Once hatched, they enter the nymph stage, which has about four developmental stages, called instars.

The life cycle of a spotted lanternfly.

Early in its development, the insect is small with black and bright white spots. When it enters its late stage, also known as the fourth instar, it changes colour and is much larger. At this point, it will be tan, red and black with black spots. It can’t fly yet, but it can jump. 

The adult lanternfly is able to fly, but it is not known to be a graceful flyer. While resting, its wings are a tan colour with black spots. In flight, it has a bright combination of red, black and white with black spots. 

The adult insect can cause serious damage to crops as it uses razor-sharp teeth to drill into trees and access the sugary sap. 

Once done with the sap, it produces what is known as honeydew, which is undigested sugars.  

When the honeydew builds up over time, it creates sooty mould at the bottom of the plant. Over time, that mould can kill the plants. 

A national advisory committee has been put together to come up with ways to educate and prepare people for the arrival of the pest.

The committee includes organizations like the Canadian Food Inspection Agency, Ontario’s agriculture ministry, Agricultural and Agri-Food Canada, the Invasive Species Centre, and the Grape Growers of Ontario.

Through workshops, word of mouth and awareness the committee hopes to better prepare the public. 

“We know they’re coming. It’s just we’ve got to find a way to deal with them,” Zimmerman said. 

In the meantime, it’s important for farmers to keep a close eye on their crops.

“If they were seeing large amounts of weeping sap coming from trees, that might be something that we want to check out and have another look to see,” said Mooij.

It could be a sign the lanternfly is around. 

If spotted, Vasseur advises people to call the Canadian Food Inspection Agency immediately and keep the insect in a bottle and let it die gradually.

“If you see it, step on it,” said Zimmerman.

No matter what, it’s important to call in the sighting and take a photo of the insect.

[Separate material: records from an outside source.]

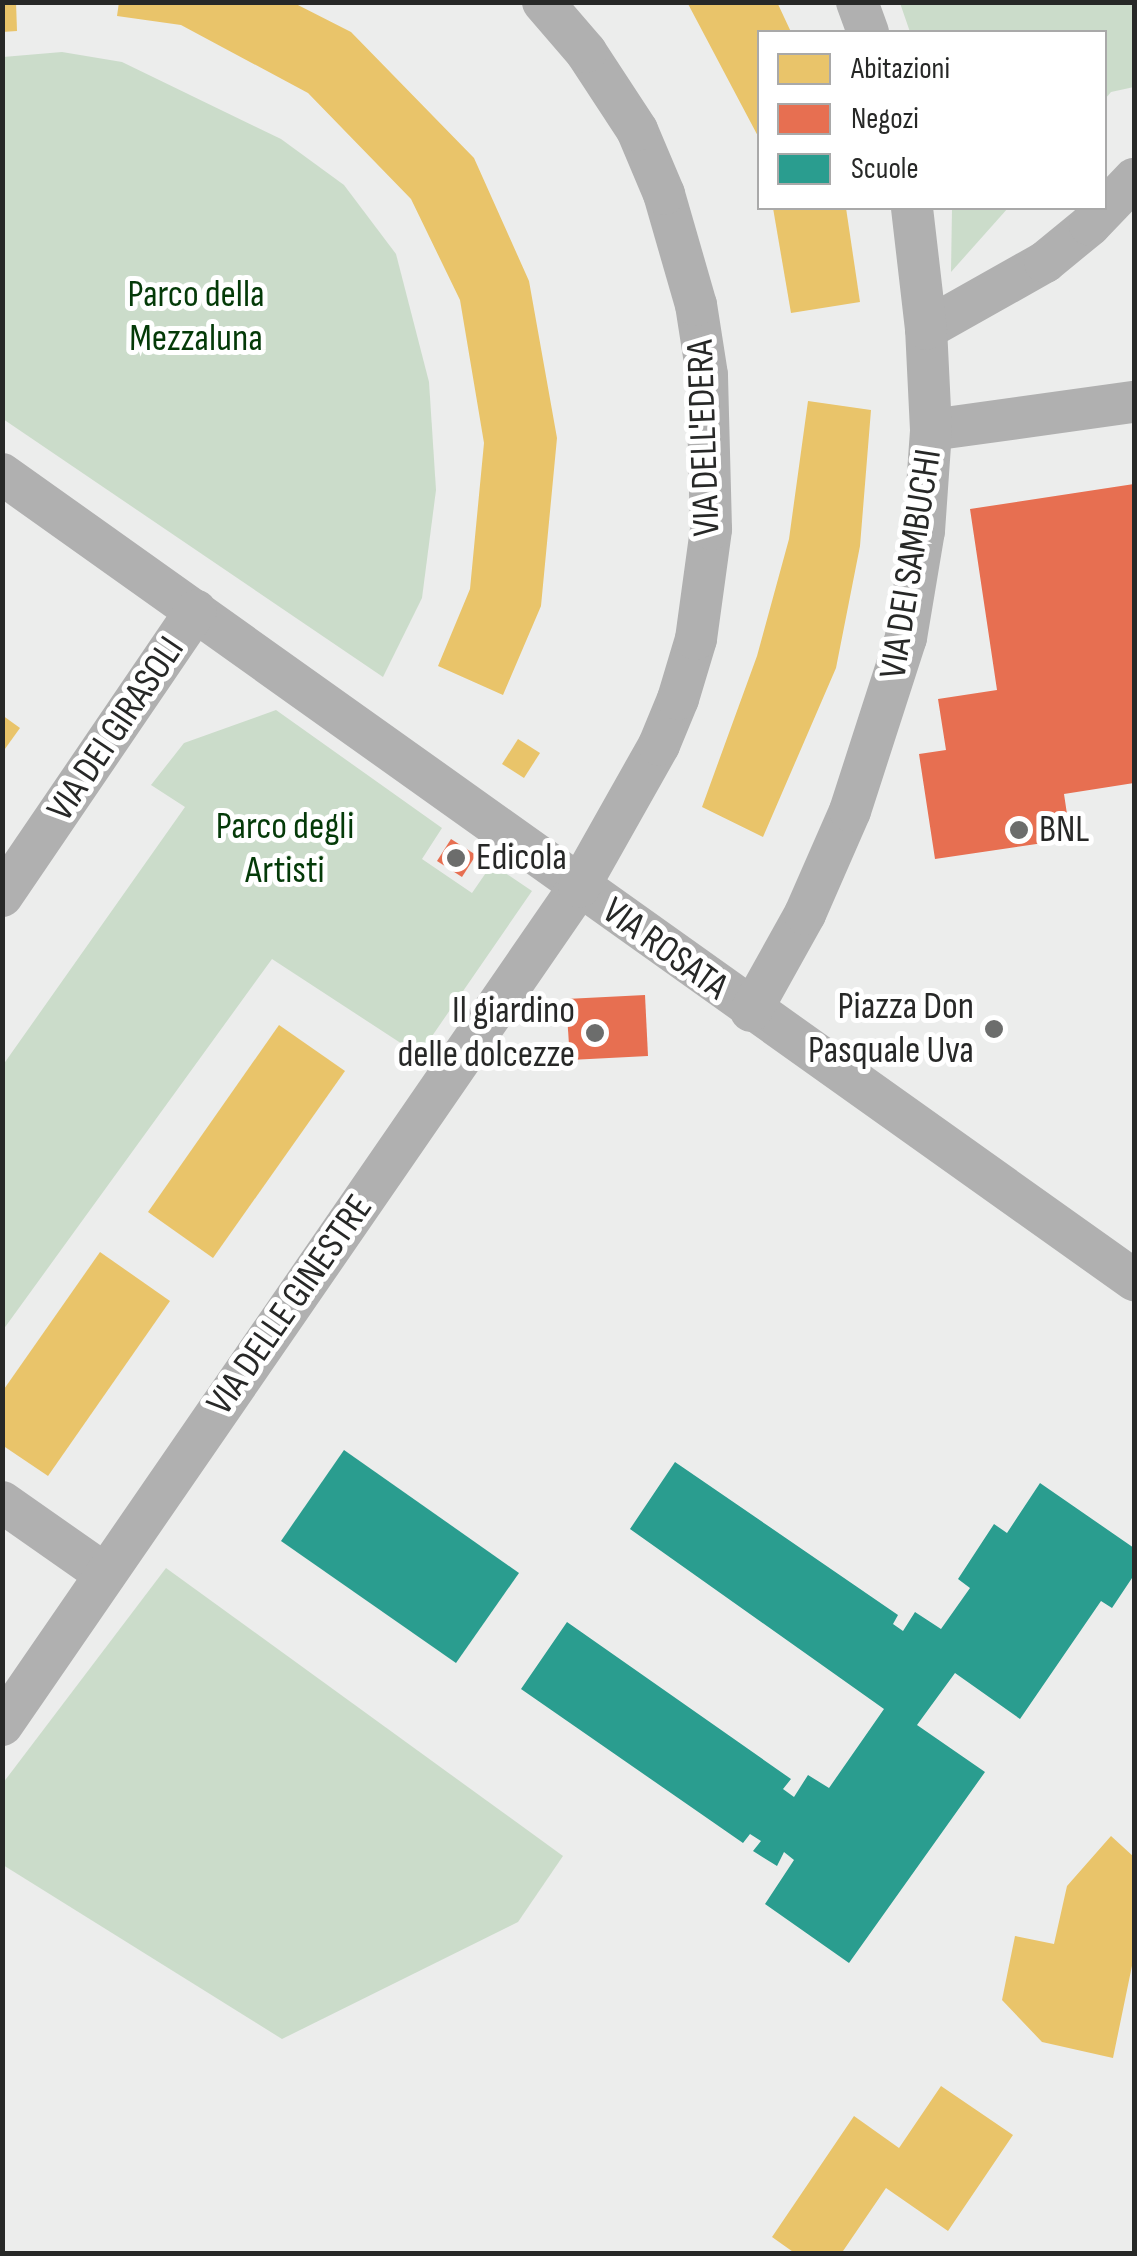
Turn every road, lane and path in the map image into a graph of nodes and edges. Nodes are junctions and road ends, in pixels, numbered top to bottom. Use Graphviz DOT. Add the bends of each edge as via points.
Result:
graph roads {
  1 [pos="543,2"];
  2 [pos="856,2"];
  3 [pos="867,30"];
  4 [pos="1134,179"];
  5 [pos="1107,208"];
  6 [pos="912,210"];
  7 [pos="1105,210"];
  8 [pos="926,328"];
  9 [pos="1134,402"];
  10 [pos="931,430"];
  11 [pos="2,474"];
  12 [pos="196,611"];
  13 [pos="579,887"];
  14 [pos="2,896"];
  15 [pos="751,1011"];
  16 [pos="1134,1280"];
  17 [pos="2,1502"];
  18 [pos="105,1574"];
  19 [pos="2,1725"];
  1 -- 13 [label="street, VIA DELL'EDERA" via="619,101 664,194 702,340 712,482 706,579 678,699"];
  2 -- 3 [label="street"];
  4 -- 5 [label="street"];
  6 -- 8 [label="street, VIA DEI SAMBUCHI"];
  7 -- 8 [label="street" via="1045,262"];
  8 -- 10 [label="street, VIA DEI SAMBUCHI"];
  9 -- 10 [label="street"];
  10 -- 15 [label="street, VIA DEI SAMBUCHI" via="916,586 880,732 805,914"];
  11 -- 12 [label="street, VIA ROSATA"];
  12 -- 13 [label="street, VIA ROSATA"];
  12 -- 14 [label="street, VIA DEI GIRASOLI"];
  13 -- 15 [label="street, VIA ROSATA"];
  13 -- 18 [label="street, VIA DELLE GINESTRE"];
  15 -- 16 [label="street, VIA ROSATA"];
  17 -- 18 [label="street"];
  18 -- 19 [label="street, VIA DELLE GINESTRE"];
}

“It’s also hopefully a great wake-up call to say we’ve got to be careful about moving pests from one place to another,” said Redelmeier.

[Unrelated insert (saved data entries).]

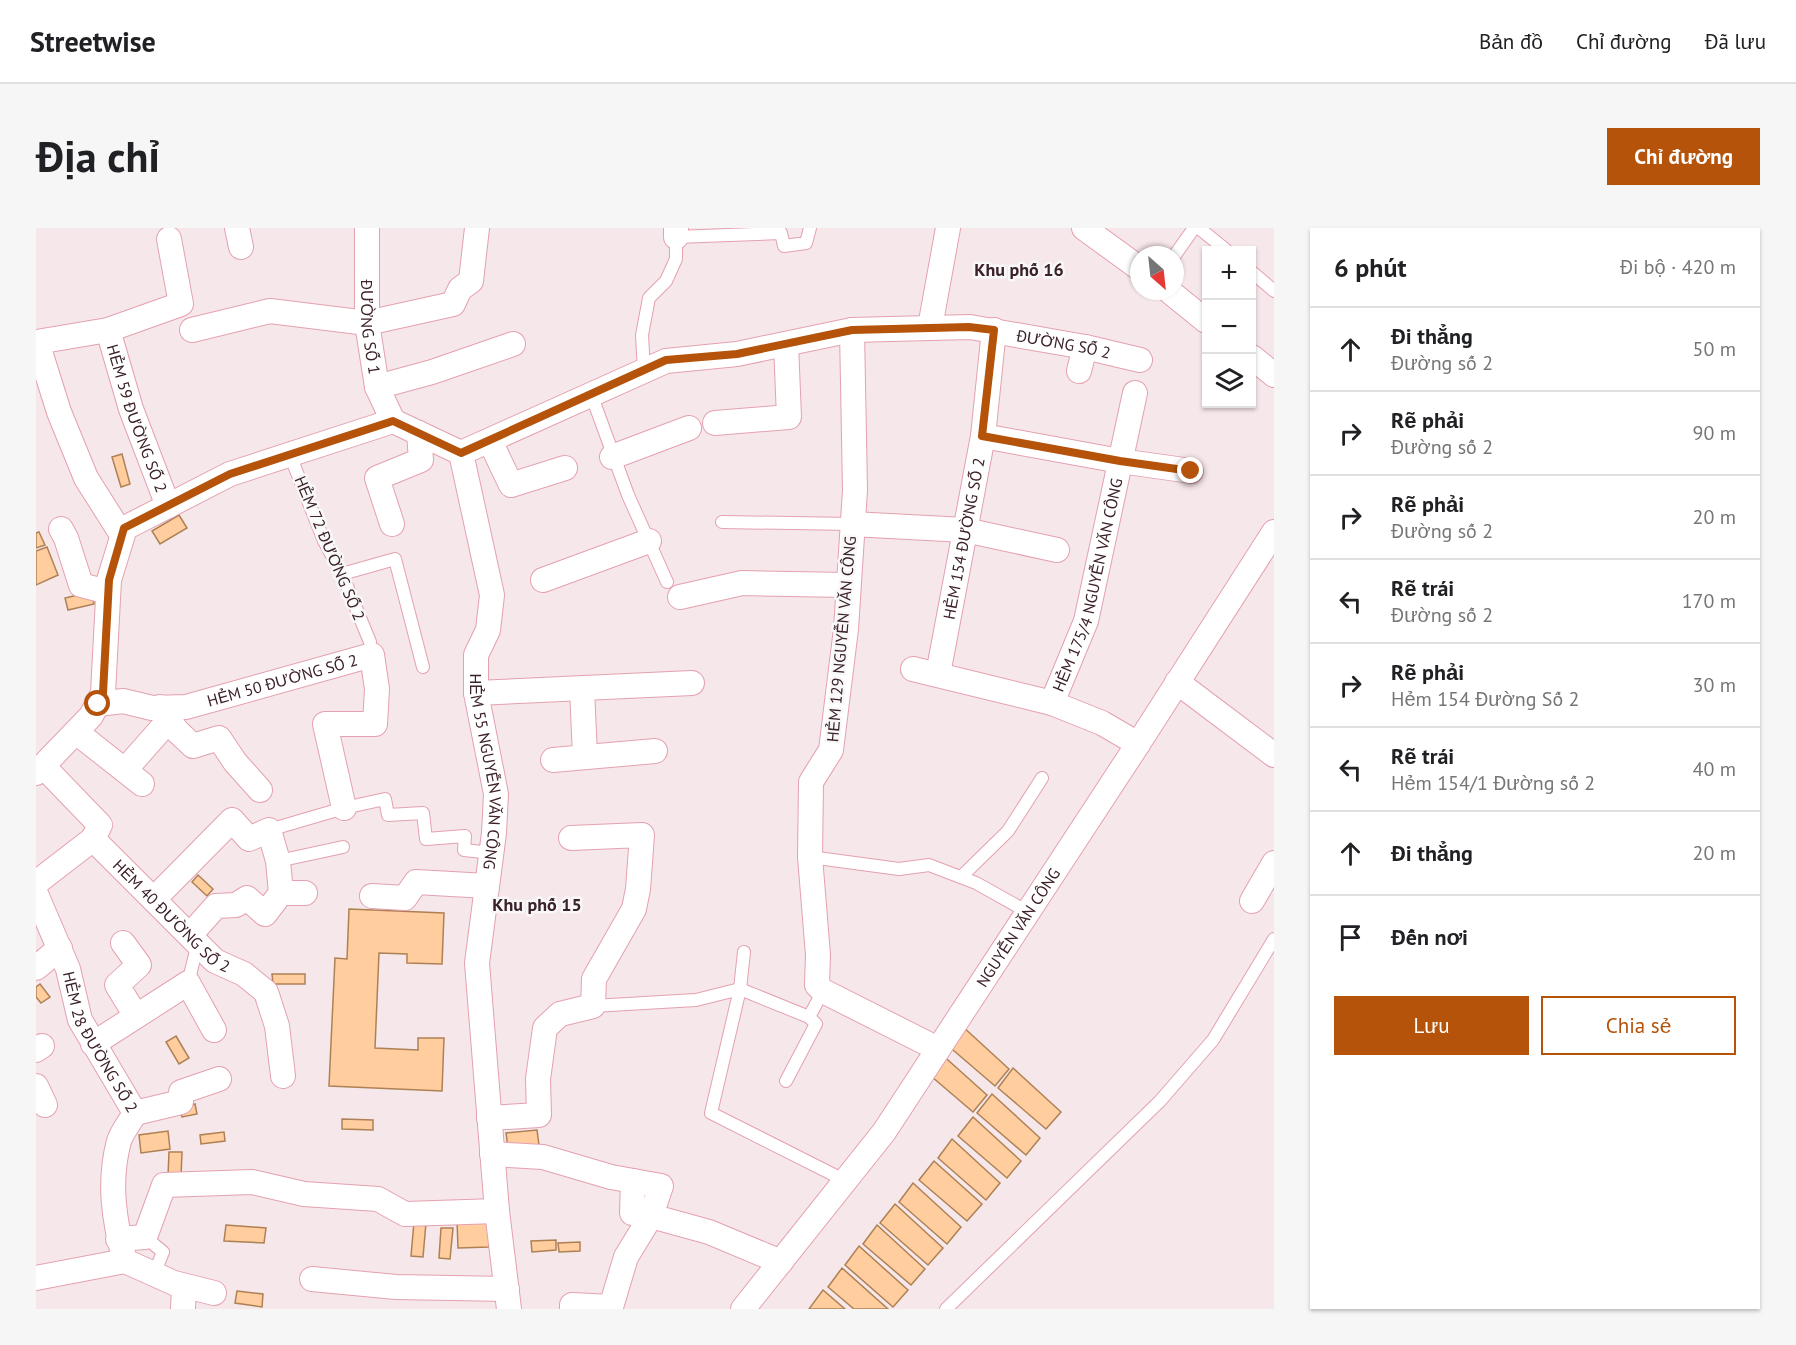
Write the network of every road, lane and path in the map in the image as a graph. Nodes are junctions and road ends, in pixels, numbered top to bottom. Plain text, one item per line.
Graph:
1 (367, 228) edge
2 (477, 228) edge
3 (810, 228) edge
4 (948, 228) edge
5 (1084, 228) edge
6 (1194, 228) edge
7 (1199, 228) edge
8 (676, 232) edge
9 (169, 239) dead end
10 (1181, 246) edge
11 (1221, 246) edge
12 (1130, 261) edge
13 (1256, 276) edge
14 (1274, 291) edge
15 (1180, 300) edge
16 (1202, 318) edge
17 (367, 323) junction
18 (930, 327) junction
19 (108, 330) junction
20 (192, 330) dead end
21 (852, 330) junction
22 (994, 330) junction
23 (513, 344) dead end
24 (786, 344) junction
25 (1084, 347) junction
26 (1140, 360) dead end
27 (1256, 361) edge
28 (644, 371) junction
29 (1079, 371) dead end
30 (1274, 375) edge
31 (377, 387) junction
32 (1136, 393) dead end
33 (591, 394) junction
34 (393, 421) junction
35 (715, 423) dead end
36 (689, 428) dead end
37 (419, 433) junction
38 (982, 436) junction
39 (490, 441) junction
40 (461, 453) junction
41 (290, 455) junction
42 (612, 457) junction
43 (1120, 461) junction
44 (565, 468) dead end
45 (1191, 471) dead end
46 (168, 506) junction
47 (722, 522) dead end
48 (392, 524) dead end
49 (852, 524) junction
50 (61, 529) dead end
51 (965, 530) junction
52 (1274, 531) edge
53 (122, 535) junction
54 (649, 541) junction
55 (1057, 550) dead end
56 (342, 574) junction
57 (543, 580) dead end
58 (848, 585) junction
59 (674, 589) joint
60 (108, 592) junction
61 (370, 642) dead end
62 (423, 668) dead end
63 (913, 669) dead end
64 (938, 674) junction
65 (1177, 682) junction
66 (692, 683) dead end
67 (582, 689) junction
68 (476, 693) junction
69 (1052, 703) junction
70 (98, 704) junction
71 (165, 714) junction
72 (76, 732) junction
73 (1138, 744) junction
74 (655, 751) dead end
75 (1274, 755) edge
76 (585, 756) junction
77 (553, 760) dead end
78 (39, 769) edge
79 (1042, 778) dead end
80 (260, 790) dead end
81 (344, 808) junction
82 (269, 830) junction
83 (571, 838) dead end
84 (93, 839) junction
85 (343, 847) dead end
86 (492, 853) junction
87 (810, 857) junction
88 (278, 861) junction
89 (1274, 863) edge
90 (961, 877) junction
91 (36, 884) edge
92 (487, 886) junction
93 (281, 893) junction
94 (305, 893) dead end
95 (36, 894) edge
96 (372, 896) dead end
97 (154, 899) junction
98 (1252, 901) dead end
99 (1028, 912) junction
100 (194, 939) junction
101 (1274, 939) edge
102 (123, 943) dead end
103 (60, 948) junction
104 (744, 952) dead end
105 (36, 968) edge
106 (188, 983) junction
107 (740, 989) junction
108 (823, 991) junction
109 (593, 1006) junction
110 (136, 1016) junction
111 (809, 1017) junction
112 (214, 1030) dead end
113 (93, 1044) junction
114 (938, 1049) junction
115 (283, 1076) dead end
116 (219, 1079) dead end
117 (786, 1081) dead end
118 (135, 1113) junction
119 (489, 1118) junction
120 (492, 1154) junction
121 (846, 1180) junction
122 (497, 1211) junction
123 (651, 1216) junction
124 (146, 1237) junction
125 (122, 1250) junction
126 (782, 1262) junction
127 (153, 1274) junction
128 (36, 1278) edge
129 (312, 1279) dead end
130 (213, 1293) dead end
131 (184, 1298) edge
132 (508, 1299) edge
133 (572, 1309) edge
134 (743, 1309) edge
135 (946, 1309) edge

1 - 17 street, ĐƯỜNG SỐ 1
2 - 17 street
3 - 8 lane
4 - 18 street
5 - 12 street
6 - 10 lane
7 - 11 lane
8 - 28 lane
9 - 19 street
13 - 14 lane
15 - 16 street
17 - 20 street
17 - 31 street, ĐƯỜNG SỐ 1
18 - 21 street, ĐƯỜNG SỐ 2
18 - 22 street, ĐƯỜNG SỐ 2
19 - 46 street, HẺM 59 ĐƯỜNG SỐ 2
19 - 53 street
21 - 24 street, ĐƯỜNG SỐ 2
21 - 49 street, HẺM 129 NGUYỄN VĂN CÔNG
22 - 25 street, ĐƯỜNG SỐ 2
22 - 38 street, HẺM 154 ĐƯỜNG SỐ 2
23 - 31 street
24 - 28 street, ĐƯỜNG SỐ 2
24 - 35 street
25 - 26 street, ĐƯỜNG SỐ 2
25 - 29 street
27 - 30 street
28 - 33 street, ĐƯỜNG SỐ 2
31 - 34 street, ĐƯỜNG SỐ 1
32 - 43 street, HẺM 175/4 NGUYỄN VĂN CÔNG
33 - 39 street, ĐƯỜNG SỐ 2
33 - 42 lane
34 - 37 street
34 - 41 street
36 - 42 street
37 - 40 street
37 - 48 street
38 - 43 street
38 - 51 street, HẺM 154 ĐƯỜNG SỐ 2
39 - 40 street, ĐƯỜNG SỐ 2
39 - 44 street
40 - 68 street, HẺM 55 NGUYỄN VĂN CÔNG
41 - 46 street
41 - 56 lane, HẺM 72 ĐƯỜNG SỐ 2
42 - 54 lane
43 - 45 street
43 - 69 street, HẺM 175/4 NGUYỄN VĂN CÔNG
46 - 53 street
47 - 49 lane
49 - 51 street
49 - 58 street, HẺM 129 NGUYỄN VĂN CÔNG
50 - 60 street
51 - 55 street
51 - 64 street, HẺM 154 ĐƯỜNG SỐ 2
52 - 65 street, NGUYỄN VĂN CÔNG
53 - 60 street
54 - 57 street
54 - 59 lane
56 - 61 lane, HẺM 72 ĐƯỜNG SỐ 2
56 - 62 lane
58 - 59 street
58 - 87 street, HẺM 129 NGUYỄN VĂN CÔNG
60 - 70 street
63 - 64 street
64 - 69 street
65 - 73 street, NGUYỄN VĂN CÔNG
65 - 75 street
66 - 67 street
67 - 68 street
67 - 76 street
68 - 86 street, HẺM 55 NGUYỄN VĂN CÔNG
69 - 73 street
70 - 71 street, HẺM 50 ĐƯỜNG SỐ 2
70 - 72 street
71 - 72 street
71 - 80 street
71 - 81 street, HẺM 50 ĐƯỜNG SỐ 2
72 - 78 street
73 - 99 street, NGUYỄN VĂN CÔNG
74 - 76 street
76 - 77 street
78 - 84 street
79 - 90 lane
81 - 82 lane
81 - 86 lane
82 - 88 street
82 - 97 street
83 - 109 street
84 - 91 street
84 - 97 street, HẺM 40 ĐƯỜNG SỐ 2
85 - 88 lane
86 - 92 street, HẺM 55 NGUYỄN VĂN CÔNG
87 - 90 lane
87 - 108 street, HẺM 129 NGUYỄN VĂN CÔNG
88 - 93 street
89 - 98 street
90 - 99 lane
92 - 96 street
92 - 119 street, HẺM 55 NGUYỄN VĂN CÔNG
93 - 94 street
93 - 100 street
95 - 103 street, HẺM 28 ĐƯỜNG SỐ 2
97 - 100 street, HẺM 40 ĐƯỜNG SỐ 2
99 - 114 street, NGUYỄN VĂN CÔNG
100 - 106 lane
100 - 115 street, HẺM 40 ĐƯỜNG SỐ 2
101 - 135 lane
102 - 110 street
103 - 105 street
103 - 113 street, HẺM 28 ĐƯỜNG SỐ 2
104 - 107 lane
106 - 110 street
106 - 112 street
107 - 109 lane
107 - 111 lane
107 - 121 lane
108 - 111 lane
108 - 114 street
109 - 119 street
110 - 113 street
111 - 117 lane
113 - 118 street, HẺM 28 ĐƯỜNG SỐ 2
114 - 121 street, NGUYỄN VĂN CÔNG
116 - 118 street
118 - 125 street, HẺM 28 ĐƯỜNG SỐ 2
119 - 120 street, HẺM 55 NGUYỄN VĂN CÔNG
120 - 122 street, HẺM 55 NGUYỄN VĂN CÔNG
120 - 123 street
121 - 126 street, NGUYỄN VĂN CÔNG
122 - 124 street
122 - 132 street, HẺM 55 NGUYỄN VĂN CÔNG
123 - 126 street
123 - 133 street
124 - 125 street
124 - 127 lane
125 - 127 street
125 - 128 street
126 - 134 street, NGUYỄN VĂN CÔNG
127 - 131 street
129 - 132 street
130 - 131 street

Canadians are urged to report any sightings to invasivespeciescentre.ca, or the Canadian Food Inspection Agency at inspection.gc.ca/pests.

The Invasive Species Centre hosted an educational workshop about the insect this week and will hold another on Oct. 5.

The workshop will be at the Lincoln Pelham Public Library’s Rittenhouse branch in Vineland from 6 to 8 p.m.

Register at Invasivespeciescentre.ca/upcoming-event-spotted-lanternfly-information-workshop/.